*** Opening of Data supplied ***

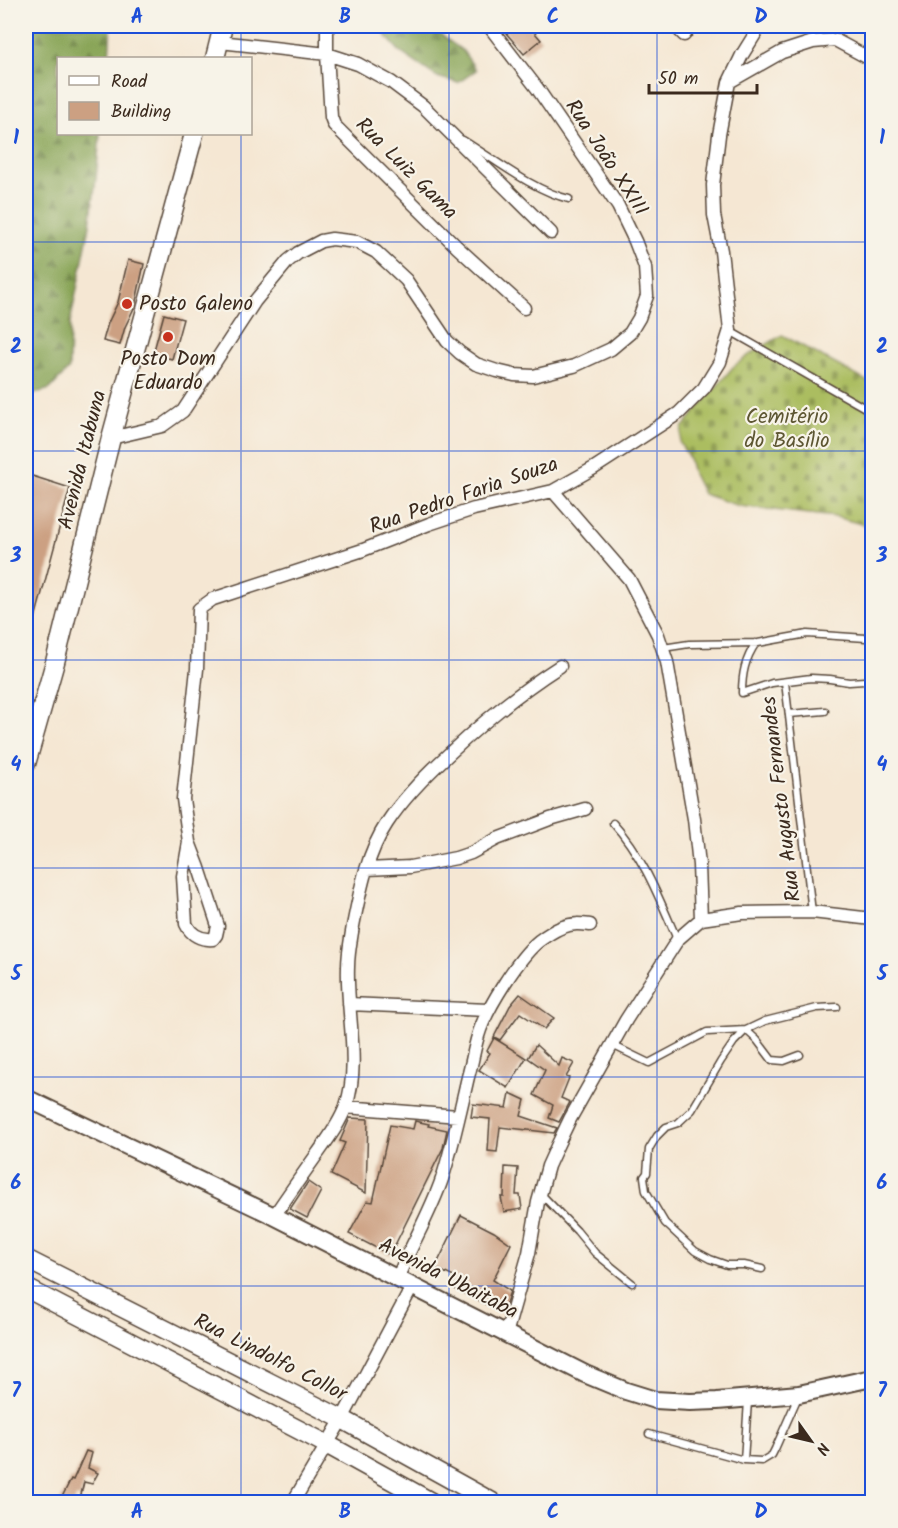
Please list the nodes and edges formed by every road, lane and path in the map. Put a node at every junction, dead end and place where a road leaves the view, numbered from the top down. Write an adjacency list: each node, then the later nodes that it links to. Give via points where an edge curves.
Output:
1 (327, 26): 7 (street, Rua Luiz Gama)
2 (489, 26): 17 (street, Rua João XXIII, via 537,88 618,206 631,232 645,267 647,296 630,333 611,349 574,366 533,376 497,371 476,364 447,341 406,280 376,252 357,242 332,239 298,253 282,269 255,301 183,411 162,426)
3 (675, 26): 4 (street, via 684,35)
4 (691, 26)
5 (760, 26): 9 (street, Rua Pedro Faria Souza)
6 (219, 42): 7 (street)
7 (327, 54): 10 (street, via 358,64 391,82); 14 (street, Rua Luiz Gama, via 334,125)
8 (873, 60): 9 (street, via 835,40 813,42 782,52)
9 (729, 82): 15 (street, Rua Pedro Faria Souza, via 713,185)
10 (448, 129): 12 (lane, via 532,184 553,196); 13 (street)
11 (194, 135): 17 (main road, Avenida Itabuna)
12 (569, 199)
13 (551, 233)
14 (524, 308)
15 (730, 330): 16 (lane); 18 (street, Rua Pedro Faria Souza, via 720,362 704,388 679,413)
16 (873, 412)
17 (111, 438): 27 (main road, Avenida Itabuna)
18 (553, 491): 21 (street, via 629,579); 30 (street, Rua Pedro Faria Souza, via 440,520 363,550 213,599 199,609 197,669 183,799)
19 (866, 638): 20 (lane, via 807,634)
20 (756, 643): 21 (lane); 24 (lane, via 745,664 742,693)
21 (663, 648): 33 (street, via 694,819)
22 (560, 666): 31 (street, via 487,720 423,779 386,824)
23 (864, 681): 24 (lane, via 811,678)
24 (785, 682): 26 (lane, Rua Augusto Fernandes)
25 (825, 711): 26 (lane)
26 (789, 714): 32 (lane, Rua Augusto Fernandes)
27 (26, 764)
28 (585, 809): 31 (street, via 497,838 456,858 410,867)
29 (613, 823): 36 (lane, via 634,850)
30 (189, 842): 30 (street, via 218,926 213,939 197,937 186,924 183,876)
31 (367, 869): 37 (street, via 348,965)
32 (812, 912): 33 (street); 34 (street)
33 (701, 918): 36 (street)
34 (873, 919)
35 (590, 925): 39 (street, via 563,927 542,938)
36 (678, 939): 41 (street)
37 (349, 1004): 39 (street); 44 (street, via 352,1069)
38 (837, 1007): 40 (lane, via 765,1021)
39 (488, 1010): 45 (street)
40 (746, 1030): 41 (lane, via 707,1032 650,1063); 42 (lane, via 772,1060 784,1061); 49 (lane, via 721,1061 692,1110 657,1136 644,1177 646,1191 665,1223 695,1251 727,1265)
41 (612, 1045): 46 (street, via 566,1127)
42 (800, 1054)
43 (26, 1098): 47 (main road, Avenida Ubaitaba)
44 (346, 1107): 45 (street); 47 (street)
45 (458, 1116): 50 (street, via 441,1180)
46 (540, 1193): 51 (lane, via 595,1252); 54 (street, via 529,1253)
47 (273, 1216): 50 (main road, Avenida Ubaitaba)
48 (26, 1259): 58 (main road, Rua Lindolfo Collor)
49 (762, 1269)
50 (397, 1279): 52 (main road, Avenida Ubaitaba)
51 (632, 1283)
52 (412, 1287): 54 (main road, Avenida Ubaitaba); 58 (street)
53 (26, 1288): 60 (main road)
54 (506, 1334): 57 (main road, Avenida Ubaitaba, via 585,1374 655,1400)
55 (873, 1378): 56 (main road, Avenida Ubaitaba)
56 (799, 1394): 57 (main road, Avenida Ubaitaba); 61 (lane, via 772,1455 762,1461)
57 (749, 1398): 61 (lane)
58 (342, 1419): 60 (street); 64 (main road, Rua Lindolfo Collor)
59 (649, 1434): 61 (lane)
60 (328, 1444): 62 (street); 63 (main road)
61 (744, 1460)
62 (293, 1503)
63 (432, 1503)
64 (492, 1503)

*** Close of Data supplied ***

● What the exercise asks
Print every entry exactly; omit the pictures.

● Result
Please list the nodes and edges formed by every road, lane and path in the map. Put a node at every junction, dead end and place where a road leaves the view, numbered from the top down. Write an adjacency list: each node, then the later nodes that it links to. Give via points where an edge curves.
Output:
1 (327, 26): 7 (street, Rua Luiz Gama)
2 (489, 26): 17 (street, Rua João XXIII, via 537,88 618,206 631,232 645,267 647,296 630,333 611,349 574,366 533,376 497,371 476,364 447,341 406,280 376,252 357,242 332,239 298,253 282,269 255,301 183,411 162,426)
3 (675, 26): 4 (street, via 684,35)
4 (691, 26)
5 (760, 26): 9 (street, Rua Pedro Faria Souza)
6 (219, 42): 7 (street)
7 (327, 54): 10 (street, via 358,64 391,82); 14 (street, Rua Luiz Gama, via 334,125)
8 (873, 60): 9 (street, via 835,40 813,42 782,52)
9 (729, 82): 15 (street, Rua Pedro Faria Souza, via 713,185)
10 (448, 129): 12 (lane, via 532,184 553,196); 13 (street)
11 (194, 135): 17 (main road, Avenida Itabuna)
12 (569, 199)
13 (551, 233)
14 (524, 308)
15 (730, 330): 16 (lane); 18 (street, Rua Pedro Faria Souza, via 720,362 704,388 679,413)
16 (873, 412)
17 (111, 438): 27 (main road, Avenida Itabuna)
18 (553, 491): 21 (street, via 629,579); 30 (street, Rua Pedro Faria Souza, via 440,520 363,550 213,599 199,609 197,669 183,799)
19 (866, 638): 20 (lane, via 807,634)
20 (756, 643): 21 (lane); 24 (lane, via 745,664 742,693)
21 (663, 648): 33 (street, via 694,819)
22 (560, 666): 31 (street, via 487,720 423,779 386,824)
23 (864, 681): 24 (lane, via 811,678)
24 (785, 682): 26 (lane, Rua Augusto Fernandes)
25 (825, 711): 26 (lane)
26 (789, 714): 32 (lane, Rua Augusto Fernandes)
27 (26, 764)
28 (585, 809): 31 (street, via 497,838 456,858 410,867)
29 (613, 823): 36 (lane, via 634,850)
30 (189, 842): 30 (street, via 218,926 213,939 197,937 186,924 183,876)
31 (367, 869): 37 (street, via 348,965)
32 (812, 912): 33 (street); 34 (street)
33 (701, 918): 36 (street)
34 (873, 919)
35 (590, 925): 39 (street, via 563,927 542,938)
36 (678, 939): 41 (street)
37 (349, 1004): 39 (street); 44 (street, via 352,1069)
38 (837, 1007): 40 (lane, via 765,1021)
39 (488, 1010): 45 (street)
40 (746, 1030): 41 (lane, via 707,1032 650,1063); 42 (lane, via 772,1060 784,1061); 49 (lane, via 721,1061 692,1110 657,1136 644,1177 646,1191 665,1223 695,1251 727,1265)
41 (612, 1045): 46 (street, via 566,1127)
42 (800, 1054)
43 (26, 1098): 47 (main road, Avenida Ubaitaba)
44 (346, 1107): 45 (street); 47 (street)
45 (458, 1116): 50 (street, via 441,1180)
46 (540, 1193): 51 (lane, via 595,1252); 54 (street, via 529,1253)
47 (273, 1216): 50 (main road, Avenida Ubaitaba)
48 (26, 1259): 58 (main road, Rua Lindolfo Collor)
49 (762, 1269)
50 (397, 1279): 52 (main road, Avenida Ubaitaba)
51 (632, 1283)
52 (412, 1287): 54 (main road, Avenida Ubaitaba); 58 (street)
53 (26, 1288): 60 (main road)
54 (506, 1334): 57 (main road, Avenida Ubaitaba, via 585,1374 655,1400)
55 (873, 1378): 56 (main road, Avenida Ubaitaba)
56 (799, 1394): 57 (main road, Avenida Ubaitaba); 61 (lane, via 772,1455 762,1461)
57 (749, 1398): 61 (lane)
58 (342, 1419): 60 (street); 64 (main road, Rua Lindolfo Collor)
59 (649, 1434): 61 (lane)
60 (328, 1444): 62 (street); 63 (main road)
61 (744, 1460)
62 (293, 1503)
63 (432, 1503)
64 (492, 1503)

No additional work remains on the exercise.